• dizen
    1. To attire with finery. 2. To dress or decorate in a gaudy manner. […]

English as She is Wrote...

or ‘Curious ways in which the English Language may be made to convey Ideas or obscure them’. This is the title of a humorous American book from 1883 which is a companion to ‘English as She is Spoke’ and brings us back to the topic of ambiguity in language. There are some wonderful clangers in this one, so I thought I’d share a few here. The whole text can be found on the Gutenberg website here. I hope these bring a wry smile to your face for the day and not too much of a groan!

I’ve taken a couple of examples from each of the sections presented in the book, so here goes with English as she is wrote…

By the Inaccurate:

“I saw a man digging a well with a Roman nose.”

‘A gushing but ungrammatical editor says: “We have received a basket of fine grapes from our friend ——, for which he will please accept our compliments, some of which are nearly one inch in diameter.”‘

Here’s to heartily sized compliments!

By Advertisers and on Sign-Boards

‘”Babies taken and finished in ten minutes by a country photographer.”‘  Is he not wanted by the police?

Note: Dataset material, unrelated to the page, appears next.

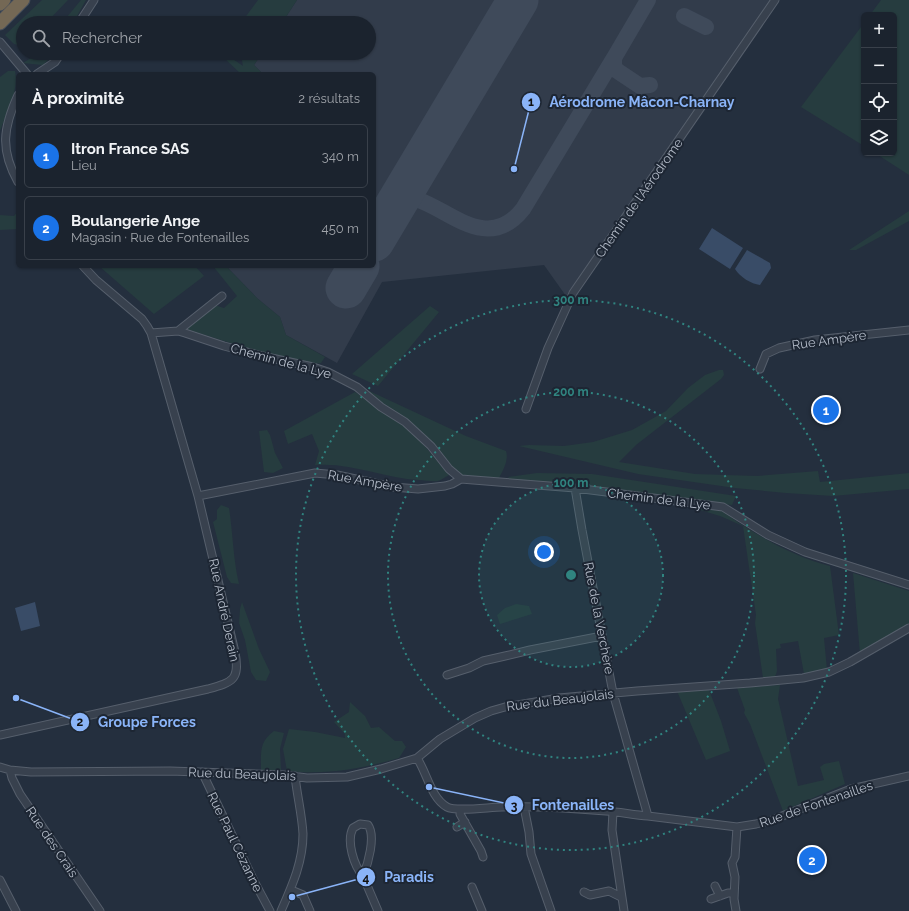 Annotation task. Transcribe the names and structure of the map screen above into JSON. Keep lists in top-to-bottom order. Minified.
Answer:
{"streets":{"street":["Chemin de l'Aérodrome","Rue Ampère","Chemin de la Lye","Rue André Derain","Rue de la Verchère","Rue du Beaujolais","Rue de Fontenailles","Rue des Crais","Rue Paul Cézanne"]},"crossings":[["Rue Ampère","Chemin de la Lye"],["Rue Ampère","Rue André Derain"],["Chemin de la Lye","Rue André Derain"],["Chemin de la Lye","Rue de la Verchère"],["Rue de la Verchère","Rue du Beaujolais"],["Rue de la Verchère","Rue de Fontenailles"],["Rue du Beaujolais","Rue de Fontenailles"],["Rue du Beaujolais","Rue des Crais"],["Rue du Beaujolais","Rue Paul Cézanne"]],"places":["Aérodrome Mâcon-Charnay","Groupe Forces","Fontenailles","Paradis"],"page":{"map_buttons":["+","−"],"search":"Rechercher","heading":["À proximité","2 résultats"],"list":[{"mark":"1","name":"Itron France SAS","note":"Lieu","value":"340 m"},{"mark":"2","name":"Boulangerie Ange","note":"Magasin · Rue de Fontenailles","value":"450 m"}],"pins":["1","2"]},"rings":["300 m","200 m","100 m"]}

‘”A large Spanish blue gentleman’s cloak lost in the neighborhood of the market.”‘ Perhaps he’s a smurf.

von Immanuel Giel at http://commons.wikimedia.org/wiki/File:Smurf_Buchmesse_02.JPG

For Epitaphs:

Of a fate we are often warned about when procrastinating about life:

‘”Killed by an omnibus why not?

So quick a death a boon is

Let not his friends lament his lot

For mors omnibus communis.”‘

Alternatively, here is a dire warning of which we might do well to take heed:

‘”Here lies, cut down like unripe fruit

The wife of Deacon Amos Shute;

She died of drinking too much coffee,

Anny dominy eighteen forty.”‘

By Correspondents:

‘From an Indian school-boy:

“Benevolent Sir: The wolf of sickness has laid hold on the flock of my health.”‘

By the Effusive:

‘The school committee in Massachusetts recommend exercises in English composition in these terms:

“Next to the pleasure that pervades the corridors of the soul when it is entranced by the whiling witchery that presides over it consequent upon the almost divine productions of Mozart, Haydn, and Handel, whether these are executed by magician concert parts in [58]deep and highly matured melody from artistic modulated intonations of the finely cultured human voice, or played by some fairy-fingered musician upon the trembling strings of the harp or piano, comes the charming delight we experience from the mastery of English prose, and the spell-binding wizards of song who by their art of divination through their magic wand, the pen, have transformed scenes hitherto unknown and made them as immortal as those spots of the Orient and mountain haunts of the gods, whether of sunny Italy or of tuneful, heroic Greece.”‘

How she can be oddly wrote:

This one would make you tear your hair (or is it tear your hare?) at English spelling and its homonyms. I’ve only included the first few verses to save our sanity:
‘”A pretty deer is dear to me,
A hare with downy hair,
A hart I love with all my heart,
But barely bear a bear.
Tis plain that no one takes a plane
To pare a pair of pears,
Although a rake may take a rake
To tear away the tares.
Sol’s rays raise thyme, time raises all,
And through the whole holes wears.
A scribe in writing right may write
To write and still be wrong;
For write and rite are neither right,
And don’t to right belong.
Robertson is not Robert’s son,
Nor did he rob Burt’s son,
Yet Robert’s sun is Robin’s sun,
And everybody’s sun.”‘

By the Untutored:

‘The following specimens from scholars’ examinations in making sentences to illustrate the definitions of words, found in their small dictionaries, will have a familiar sound to some of our readers:

  • Frantic = Wild: I picked a bouquet of frantic flowers.
  • Retorted = Returned: We retorted home at six o’clock.
  • Summoned = Called: I summoned to see Mary last week.
  • Athletic = Strong: The vinegar was too athletic to be used.
  • Poignant = Sharp: My knife is very poignant.
  • Ordinances = Rules: We learned the ordinances for finding the greatest common divisor.
  • Turbid = Muddy: The road was so turbid that we stuck fast in the mud.
  • Tandem = One behind another: The scholars sit tandem in school.
  • Akimbo = With a crook: I saw a dog with an akimbo in his tail.
  • Atonement = Satisfaction: There is no atonement in boat-riding in a cold day.
  • Composure = Calmness: The composure of the day was remarkable.’
  • A great warning for over-zealous use of the dictionary without awareness of context and collocation! When I was first learning German I remember a friend reading out a piece of work in which she talked about going to a ‘Fussballstreichholz’ or a football So, there you have it: ‘English as She is Wrote’ or was wrote in 1883. I am sure times have not changed so much when it comes to the absurdities of language…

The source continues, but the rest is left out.